Exercise description: From the entries below, gather each line containing the word "dead".

Record set:

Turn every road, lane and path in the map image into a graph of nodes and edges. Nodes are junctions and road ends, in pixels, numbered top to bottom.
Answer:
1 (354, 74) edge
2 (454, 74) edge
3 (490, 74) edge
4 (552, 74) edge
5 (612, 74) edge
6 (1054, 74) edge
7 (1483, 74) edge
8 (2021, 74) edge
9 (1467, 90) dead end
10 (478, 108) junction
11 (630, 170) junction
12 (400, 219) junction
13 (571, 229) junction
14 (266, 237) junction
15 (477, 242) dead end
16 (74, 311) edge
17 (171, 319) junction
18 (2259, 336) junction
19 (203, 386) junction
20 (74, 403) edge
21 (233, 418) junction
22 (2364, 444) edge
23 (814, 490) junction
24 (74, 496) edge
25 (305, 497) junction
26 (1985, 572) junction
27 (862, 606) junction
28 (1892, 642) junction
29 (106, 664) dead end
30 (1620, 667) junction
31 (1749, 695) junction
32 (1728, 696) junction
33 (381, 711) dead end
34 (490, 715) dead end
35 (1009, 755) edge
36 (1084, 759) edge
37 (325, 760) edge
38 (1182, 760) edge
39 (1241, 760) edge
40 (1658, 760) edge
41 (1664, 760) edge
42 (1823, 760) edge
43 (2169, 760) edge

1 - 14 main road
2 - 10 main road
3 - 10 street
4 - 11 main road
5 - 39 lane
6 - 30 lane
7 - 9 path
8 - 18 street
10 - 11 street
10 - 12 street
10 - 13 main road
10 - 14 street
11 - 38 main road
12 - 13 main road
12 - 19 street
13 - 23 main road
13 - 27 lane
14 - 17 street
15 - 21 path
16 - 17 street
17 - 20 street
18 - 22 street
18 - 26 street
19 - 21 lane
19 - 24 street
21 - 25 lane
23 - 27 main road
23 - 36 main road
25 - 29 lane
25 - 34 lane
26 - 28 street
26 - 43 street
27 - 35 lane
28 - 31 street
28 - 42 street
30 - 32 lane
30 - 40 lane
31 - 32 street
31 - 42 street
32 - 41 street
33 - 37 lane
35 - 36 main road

Solution to the exercise:
9 (1467, 90) dead end
15 (477, 242) dead end
29 (106, 664) dead end
33 (381, 711) dead end
34 (490, 715) dead end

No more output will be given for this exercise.